3. To the extent that Subject Company is prohibited by applicable law
or regulation, or by administrative actions or policy of a Federal or state
financial institution supervisory agency having jurisdiction over it, from
making the payments required to be paid by Subject Company herein in full, it
shall immediately so notify Parent and thereafter deliver or cause to be
delivered, from time to time, to Parent, the portion of the payments required to
be paid by it herein that it is no longer prohibited from paying, within five
business days after the date on which the Subject Company is no longer so
prohibited; provided, however, that if Subject Company at any time is prohibited
by applicable law or regulation, or by administrative actions or policy of a
Federal or state financial institution supervisory agency having jurisdiction
over it, from making
(..continued)
the payments required hereunder in full, it shall (i) use its reasonable best
efforts to obtain all required regulatory and legal approvals and to file any
required notices as promptly as practicable in order to make such payments, (ii)

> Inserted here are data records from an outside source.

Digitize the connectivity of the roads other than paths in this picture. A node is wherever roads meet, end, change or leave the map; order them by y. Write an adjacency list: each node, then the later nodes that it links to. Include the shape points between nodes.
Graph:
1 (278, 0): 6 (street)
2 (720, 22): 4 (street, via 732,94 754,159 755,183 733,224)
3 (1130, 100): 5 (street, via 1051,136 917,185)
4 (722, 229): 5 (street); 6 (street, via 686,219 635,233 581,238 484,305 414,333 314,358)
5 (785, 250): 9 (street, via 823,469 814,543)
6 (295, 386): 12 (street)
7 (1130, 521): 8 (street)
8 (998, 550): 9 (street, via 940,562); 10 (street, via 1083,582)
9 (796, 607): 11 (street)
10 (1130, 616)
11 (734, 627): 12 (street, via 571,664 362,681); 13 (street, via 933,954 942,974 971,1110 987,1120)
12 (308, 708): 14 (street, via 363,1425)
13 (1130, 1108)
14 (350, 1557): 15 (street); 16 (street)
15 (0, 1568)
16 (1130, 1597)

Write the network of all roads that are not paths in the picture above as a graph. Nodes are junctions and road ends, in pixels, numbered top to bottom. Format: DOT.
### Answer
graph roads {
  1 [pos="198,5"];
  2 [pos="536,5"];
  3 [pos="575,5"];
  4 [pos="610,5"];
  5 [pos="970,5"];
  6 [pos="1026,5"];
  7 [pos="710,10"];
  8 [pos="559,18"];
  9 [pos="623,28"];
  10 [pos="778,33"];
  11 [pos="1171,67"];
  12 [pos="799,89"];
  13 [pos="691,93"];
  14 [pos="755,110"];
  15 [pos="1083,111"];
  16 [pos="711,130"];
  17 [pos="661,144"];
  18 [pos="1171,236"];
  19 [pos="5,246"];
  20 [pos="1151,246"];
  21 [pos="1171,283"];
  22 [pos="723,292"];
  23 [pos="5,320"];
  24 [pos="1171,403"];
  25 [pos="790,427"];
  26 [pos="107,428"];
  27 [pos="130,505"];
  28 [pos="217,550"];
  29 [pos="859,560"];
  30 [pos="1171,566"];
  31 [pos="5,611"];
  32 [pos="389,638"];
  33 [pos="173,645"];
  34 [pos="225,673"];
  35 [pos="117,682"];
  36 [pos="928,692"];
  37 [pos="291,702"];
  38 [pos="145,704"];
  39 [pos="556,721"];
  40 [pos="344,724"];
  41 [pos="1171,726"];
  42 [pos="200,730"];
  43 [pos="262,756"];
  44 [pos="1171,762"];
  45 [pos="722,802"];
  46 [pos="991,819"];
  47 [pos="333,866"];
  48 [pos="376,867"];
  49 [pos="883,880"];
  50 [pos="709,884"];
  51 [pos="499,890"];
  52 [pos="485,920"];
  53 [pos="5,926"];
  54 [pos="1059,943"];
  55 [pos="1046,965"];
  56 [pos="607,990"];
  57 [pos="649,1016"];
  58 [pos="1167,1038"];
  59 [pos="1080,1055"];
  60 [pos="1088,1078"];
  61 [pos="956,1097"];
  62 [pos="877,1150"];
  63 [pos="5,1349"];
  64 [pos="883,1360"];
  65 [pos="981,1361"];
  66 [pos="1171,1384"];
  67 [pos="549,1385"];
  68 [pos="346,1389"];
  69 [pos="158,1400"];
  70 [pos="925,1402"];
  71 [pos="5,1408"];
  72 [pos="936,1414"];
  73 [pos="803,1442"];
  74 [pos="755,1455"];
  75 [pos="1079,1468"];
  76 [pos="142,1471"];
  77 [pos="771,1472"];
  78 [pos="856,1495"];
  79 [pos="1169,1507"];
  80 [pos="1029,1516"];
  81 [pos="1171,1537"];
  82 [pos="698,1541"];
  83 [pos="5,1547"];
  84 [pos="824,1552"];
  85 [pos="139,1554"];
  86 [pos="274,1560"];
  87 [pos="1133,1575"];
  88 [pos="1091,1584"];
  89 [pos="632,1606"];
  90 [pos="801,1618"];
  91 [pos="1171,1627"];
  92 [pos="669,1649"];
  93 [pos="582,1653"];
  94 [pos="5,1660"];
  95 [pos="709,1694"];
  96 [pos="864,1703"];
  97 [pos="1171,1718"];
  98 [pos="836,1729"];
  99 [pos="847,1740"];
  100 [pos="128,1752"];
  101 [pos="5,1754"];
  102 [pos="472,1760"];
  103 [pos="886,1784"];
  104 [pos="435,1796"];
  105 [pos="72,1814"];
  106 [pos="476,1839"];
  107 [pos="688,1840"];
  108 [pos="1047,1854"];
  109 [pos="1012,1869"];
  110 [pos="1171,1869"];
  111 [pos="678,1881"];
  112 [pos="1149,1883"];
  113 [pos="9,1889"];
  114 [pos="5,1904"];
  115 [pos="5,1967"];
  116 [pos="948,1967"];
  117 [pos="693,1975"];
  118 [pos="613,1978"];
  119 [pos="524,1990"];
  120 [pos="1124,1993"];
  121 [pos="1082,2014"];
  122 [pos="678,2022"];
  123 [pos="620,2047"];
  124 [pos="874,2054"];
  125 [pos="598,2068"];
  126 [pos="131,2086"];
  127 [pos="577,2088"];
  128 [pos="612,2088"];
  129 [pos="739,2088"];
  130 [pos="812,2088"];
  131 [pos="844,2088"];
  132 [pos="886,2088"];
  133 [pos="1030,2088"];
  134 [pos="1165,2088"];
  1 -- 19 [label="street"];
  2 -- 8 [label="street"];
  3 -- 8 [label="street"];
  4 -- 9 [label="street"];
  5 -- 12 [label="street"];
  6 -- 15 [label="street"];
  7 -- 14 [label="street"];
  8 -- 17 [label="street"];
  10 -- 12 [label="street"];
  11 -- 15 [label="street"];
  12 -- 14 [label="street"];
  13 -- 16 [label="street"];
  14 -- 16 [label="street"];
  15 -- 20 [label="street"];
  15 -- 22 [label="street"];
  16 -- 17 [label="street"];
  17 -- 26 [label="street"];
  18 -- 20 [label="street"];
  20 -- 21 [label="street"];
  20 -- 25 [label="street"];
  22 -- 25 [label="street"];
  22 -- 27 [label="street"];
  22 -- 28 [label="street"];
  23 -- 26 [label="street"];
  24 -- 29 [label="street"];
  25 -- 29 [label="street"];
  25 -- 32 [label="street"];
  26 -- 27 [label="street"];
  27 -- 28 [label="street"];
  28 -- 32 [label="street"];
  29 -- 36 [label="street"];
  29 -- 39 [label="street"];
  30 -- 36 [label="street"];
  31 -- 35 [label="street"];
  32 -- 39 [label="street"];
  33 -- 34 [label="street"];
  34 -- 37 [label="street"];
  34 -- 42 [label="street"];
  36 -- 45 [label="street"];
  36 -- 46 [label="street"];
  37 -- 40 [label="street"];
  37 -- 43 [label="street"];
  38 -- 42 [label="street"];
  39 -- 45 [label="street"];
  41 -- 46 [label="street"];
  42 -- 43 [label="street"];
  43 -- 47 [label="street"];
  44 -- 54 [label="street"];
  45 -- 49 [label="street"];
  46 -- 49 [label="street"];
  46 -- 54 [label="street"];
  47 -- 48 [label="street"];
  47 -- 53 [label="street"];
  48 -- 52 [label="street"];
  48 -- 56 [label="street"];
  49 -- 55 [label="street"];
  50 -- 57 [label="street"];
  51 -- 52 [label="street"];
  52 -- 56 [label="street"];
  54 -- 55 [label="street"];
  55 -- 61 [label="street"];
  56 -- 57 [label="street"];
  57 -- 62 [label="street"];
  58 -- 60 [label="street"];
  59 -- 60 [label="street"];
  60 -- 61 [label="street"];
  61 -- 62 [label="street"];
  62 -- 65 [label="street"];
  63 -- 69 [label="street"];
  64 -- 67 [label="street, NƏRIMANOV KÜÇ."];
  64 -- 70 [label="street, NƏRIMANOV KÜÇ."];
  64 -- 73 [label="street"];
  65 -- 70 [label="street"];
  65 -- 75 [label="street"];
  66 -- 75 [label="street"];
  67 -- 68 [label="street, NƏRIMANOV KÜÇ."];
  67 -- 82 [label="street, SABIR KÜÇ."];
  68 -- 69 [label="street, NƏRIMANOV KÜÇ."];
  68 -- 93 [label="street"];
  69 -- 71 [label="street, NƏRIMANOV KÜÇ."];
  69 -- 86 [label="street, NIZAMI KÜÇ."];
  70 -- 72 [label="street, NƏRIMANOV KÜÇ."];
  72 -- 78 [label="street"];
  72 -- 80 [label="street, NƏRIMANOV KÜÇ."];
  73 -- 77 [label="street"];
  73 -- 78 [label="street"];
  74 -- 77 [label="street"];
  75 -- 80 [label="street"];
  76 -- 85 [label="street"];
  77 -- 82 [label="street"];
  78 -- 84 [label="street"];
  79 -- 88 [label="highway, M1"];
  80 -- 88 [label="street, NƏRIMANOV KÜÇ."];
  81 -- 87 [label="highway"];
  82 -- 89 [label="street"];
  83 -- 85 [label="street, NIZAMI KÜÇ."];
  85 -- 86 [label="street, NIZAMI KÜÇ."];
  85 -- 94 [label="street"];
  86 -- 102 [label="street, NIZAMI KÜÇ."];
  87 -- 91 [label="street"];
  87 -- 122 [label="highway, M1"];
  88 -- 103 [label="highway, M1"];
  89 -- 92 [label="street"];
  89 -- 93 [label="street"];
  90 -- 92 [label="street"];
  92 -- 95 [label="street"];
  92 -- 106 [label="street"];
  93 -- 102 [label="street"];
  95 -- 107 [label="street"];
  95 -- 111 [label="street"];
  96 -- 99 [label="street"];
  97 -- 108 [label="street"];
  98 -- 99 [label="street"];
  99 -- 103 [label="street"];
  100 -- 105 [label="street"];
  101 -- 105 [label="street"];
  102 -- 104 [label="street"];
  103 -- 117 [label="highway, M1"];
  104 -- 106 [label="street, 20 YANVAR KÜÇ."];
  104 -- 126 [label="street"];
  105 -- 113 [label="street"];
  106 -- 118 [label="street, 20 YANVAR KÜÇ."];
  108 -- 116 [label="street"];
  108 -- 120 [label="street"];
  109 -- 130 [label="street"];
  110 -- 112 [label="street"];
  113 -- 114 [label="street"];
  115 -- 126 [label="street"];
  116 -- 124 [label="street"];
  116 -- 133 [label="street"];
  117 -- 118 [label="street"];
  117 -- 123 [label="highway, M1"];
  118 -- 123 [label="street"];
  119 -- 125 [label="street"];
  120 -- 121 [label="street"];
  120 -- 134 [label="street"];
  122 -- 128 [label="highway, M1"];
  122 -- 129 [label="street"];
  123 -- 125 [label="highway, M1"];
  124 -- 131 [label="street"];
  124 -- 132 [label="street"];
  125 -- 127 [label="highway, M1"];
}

within five days of the submission or receipt of any documents relating to any
such regulatory and legal approvals, provide Parent with copies of the same, and
(iii) keep Parent advised of both the status of any such request for regulatory
and legal approvals, as well as any discussions with any relevant regulatory or
other third party reasonably related to the same.
4. Except where federal law specifically applies, this Agreement
shall be construed and interpreted according to the laws of the State of
Delaware without regard to conflicts of laws principles thereof.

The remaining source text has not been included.